Start of DATA UNDER STUDY

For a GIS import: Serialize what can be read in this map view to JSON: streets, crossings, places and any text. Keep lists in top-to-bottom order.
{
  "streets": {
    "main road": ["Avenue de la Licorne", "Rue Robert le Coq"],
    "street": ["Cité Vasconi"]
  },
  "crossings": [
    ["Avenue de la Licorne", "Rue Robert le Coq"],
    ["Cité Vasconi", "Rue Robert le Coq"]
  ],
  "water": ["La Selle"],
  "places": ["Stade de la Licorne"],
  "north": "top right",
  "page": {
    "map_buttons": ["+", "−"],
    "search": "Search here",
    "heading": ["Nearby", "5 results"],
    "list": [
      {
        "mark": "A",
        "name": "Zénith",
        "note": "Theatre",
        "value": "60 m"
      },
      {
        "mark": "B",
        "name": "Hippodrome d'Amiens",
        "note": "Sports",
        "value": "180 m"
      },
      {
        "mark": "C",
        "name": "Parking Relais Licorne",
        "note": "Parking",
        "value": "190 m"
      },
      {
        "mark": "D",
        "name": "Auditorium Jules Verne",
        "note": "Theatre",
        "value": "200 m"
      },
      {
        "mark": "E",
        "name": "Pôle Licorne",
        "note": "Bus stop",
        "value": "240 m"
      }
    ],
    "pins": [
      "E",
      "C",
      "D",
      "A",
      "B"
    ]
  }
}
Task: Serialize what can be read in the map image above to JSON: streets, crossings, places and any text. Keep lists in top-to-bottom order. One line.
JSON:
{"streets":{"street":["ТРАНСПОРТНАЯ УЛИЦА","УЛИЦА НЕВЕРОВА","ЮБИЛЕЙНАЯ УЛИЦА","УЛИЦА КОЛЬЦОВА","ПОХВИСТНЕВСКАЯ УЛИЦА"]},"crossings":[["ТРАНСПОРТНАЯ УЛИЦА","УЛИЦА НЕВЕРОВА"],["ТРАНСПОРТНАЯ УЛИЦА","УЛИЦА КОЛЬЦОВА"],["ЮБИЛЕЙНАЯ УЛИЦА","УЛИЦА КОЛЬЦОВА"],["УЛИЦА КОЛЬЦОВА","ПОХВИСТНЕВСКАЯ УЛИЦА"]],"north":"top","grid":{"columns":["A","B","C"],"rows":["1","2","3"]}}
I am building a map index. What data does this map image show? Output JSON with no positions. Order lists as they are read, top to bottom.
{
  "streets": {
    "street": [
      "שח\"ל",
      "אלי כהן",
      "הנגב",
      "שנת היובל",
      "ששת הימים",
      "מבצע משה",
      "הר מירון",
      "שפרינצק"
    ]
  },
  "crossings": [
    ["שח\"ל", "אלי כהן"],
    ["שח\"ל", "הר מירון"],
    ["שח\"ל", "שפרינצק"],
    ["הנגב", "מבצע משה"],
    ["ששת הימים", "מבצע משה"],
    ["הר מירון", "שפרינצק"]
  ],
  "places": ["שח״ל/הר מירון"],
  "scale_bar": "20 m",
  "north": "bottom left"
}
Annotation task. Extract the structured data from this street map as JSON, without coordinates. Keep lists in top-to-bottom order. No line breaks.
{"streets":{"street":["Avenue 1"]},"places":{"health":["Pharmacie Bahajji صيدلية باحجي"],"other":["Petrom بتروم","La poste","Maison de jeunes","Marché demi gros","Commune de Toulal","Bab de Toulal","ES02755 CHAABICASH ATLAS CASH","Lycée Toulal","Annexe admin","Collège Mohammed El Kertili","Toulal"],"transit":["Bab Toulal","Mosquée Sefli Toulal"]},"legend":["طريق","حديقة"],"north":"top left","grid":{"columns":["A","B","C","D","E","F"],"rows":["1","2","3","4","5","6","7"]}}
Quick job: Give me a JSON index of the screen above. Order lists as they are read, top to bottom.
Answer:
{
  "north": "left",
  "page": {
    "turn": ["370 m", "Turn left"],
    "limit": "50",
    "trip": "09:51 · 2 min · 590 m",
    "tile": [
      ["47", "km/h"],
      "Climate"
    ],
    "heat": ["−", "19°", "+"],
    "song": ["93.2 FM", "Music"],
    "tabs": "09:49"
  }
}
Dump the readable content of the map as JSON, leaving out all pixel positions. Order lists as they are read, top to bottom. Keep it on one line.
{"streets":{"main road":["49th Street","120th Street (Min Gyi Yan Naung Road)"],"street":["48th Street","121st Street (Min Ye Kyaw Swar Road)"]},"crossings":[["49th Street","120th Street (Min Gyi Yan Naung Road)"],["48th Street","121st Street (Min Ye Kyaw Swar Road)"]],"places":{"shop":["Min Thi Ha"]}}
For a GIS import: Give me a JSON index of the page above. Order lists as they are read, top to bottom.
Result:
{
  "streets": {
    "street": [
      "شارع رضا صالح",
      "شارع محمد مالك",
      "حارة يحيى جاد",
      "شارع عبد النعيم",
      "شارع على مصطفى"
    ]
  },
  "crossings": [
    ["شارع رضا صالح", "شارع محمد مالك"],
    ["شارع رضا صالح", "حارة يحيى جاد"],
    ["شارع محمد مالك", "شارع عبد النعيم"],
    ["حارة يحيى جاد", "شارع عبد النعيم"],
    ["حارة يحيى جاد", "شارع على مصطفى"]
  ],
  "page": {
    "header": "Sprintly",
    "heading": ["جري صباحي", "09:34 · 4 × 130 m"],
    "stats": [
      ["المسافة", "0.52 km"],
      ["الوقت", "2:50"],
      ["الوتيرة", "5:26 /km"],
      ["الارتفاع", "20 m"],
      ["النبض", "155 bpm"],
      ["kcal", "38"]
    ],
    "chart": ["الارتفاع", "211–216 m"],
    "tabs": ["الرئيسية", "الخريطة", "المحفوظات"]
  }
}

End of DATA UNDER STUDY

Show the lines of the records that contain the word "above".

Task: Serialize what can be read in the map image above to JSON: streets, crossings, places and any text. Keep lists in top-to-bottom order. One line.
Quick job: Give me a JSON index of the screen above. Order lists as they are read, top to bottom.
For a GIS import: Give me a JSON index of the page above. Order lists as they are read, top to bottom.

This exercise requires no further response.